Tally every line in the data that has the word "Masthanahalli" and report only the total.

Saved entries

++++++++++

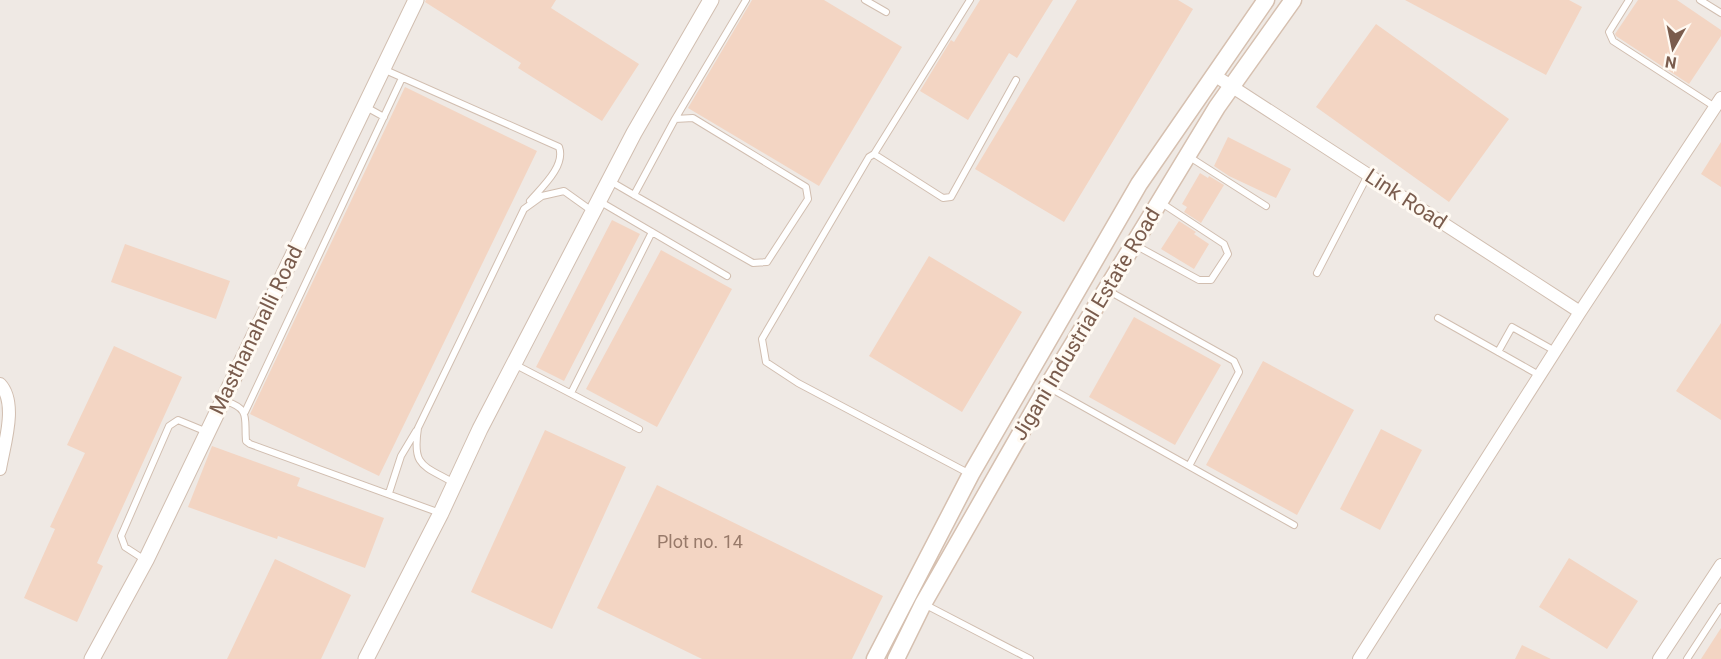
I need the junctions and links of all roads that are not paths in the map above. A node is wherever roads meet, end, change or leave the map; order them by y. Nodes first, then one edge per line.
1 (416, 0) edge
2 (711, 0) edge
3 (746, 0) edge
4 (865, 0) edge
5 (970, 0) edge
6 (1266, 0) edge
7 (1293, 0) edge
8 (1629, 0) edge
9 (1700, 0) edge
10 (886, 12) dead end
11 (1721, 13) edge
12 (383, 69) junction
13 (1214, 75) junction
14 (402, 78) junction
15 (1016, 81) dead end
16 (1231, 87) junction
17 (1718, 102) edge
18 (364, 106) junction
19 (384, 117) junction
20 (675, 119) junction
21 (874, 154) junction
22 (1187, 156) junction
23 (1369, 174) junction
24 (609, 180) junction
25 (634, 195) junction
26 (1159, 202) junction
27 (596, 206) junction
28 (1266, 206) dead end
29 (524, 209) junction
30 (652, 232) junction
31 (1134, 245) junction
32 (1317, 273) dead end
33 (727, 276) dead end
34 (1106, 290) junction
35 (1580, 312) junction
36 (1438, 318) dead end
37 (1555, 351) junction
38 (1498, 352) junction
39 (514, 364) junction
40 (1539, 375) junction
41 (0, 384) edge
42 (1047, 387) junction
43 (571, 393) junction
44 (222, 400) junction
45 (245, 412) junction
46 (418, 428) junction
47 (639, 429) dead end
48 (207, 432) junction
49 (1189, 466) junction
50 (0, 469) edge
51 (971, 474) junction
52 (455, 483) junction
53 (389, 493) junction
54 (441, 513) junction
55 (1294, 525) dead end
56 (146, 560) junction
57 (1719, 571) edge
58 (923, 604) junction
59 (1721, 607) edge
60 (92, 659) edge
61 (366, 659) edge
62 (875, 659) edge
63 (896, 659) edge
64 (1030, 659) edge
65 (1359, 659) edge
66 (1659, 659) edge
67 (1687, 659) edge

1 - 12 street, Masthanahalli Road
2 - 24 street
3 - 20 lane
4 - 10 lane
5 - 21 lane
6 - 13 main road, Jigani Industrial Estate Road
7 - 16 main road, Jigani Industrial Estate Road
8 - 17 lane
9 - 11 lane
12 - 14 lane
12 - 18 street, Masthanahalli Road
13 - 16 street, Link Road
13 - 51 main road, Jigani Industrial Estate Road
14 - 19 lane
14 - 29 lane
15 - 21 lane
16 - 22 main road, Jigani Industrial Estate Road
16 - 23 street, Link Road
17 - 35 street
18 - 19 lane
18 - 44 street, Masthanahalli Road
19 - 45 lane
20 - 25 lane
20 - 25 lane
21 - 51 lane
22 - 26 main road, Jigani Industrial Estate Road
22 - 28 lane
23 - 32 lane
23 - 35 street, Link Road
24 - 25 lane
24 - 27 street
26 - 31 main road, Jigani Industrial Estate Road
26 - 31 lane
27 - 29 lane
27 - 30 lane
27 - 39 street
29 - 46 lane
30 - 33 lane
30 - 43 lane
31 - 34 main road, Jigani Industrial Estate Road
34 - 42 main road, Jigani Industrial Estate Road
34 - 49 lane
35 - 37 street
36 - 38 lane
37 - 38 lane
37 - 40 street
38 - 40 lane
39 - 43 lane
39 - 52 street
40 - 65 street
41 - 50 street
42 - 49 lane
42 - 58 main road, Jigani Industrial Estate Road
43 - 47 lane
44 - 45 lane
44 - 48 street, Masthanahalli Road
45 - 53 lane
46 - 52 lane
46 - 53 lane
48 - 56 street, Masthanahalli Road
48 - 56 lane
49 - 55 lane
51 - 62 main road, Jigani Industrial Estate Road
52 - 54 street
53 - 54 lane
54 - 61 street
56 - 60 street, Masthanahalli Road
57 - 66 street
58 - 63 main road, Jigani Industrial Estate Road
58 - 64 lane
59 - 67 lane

++++++++++

*TASK RESPONSE*
6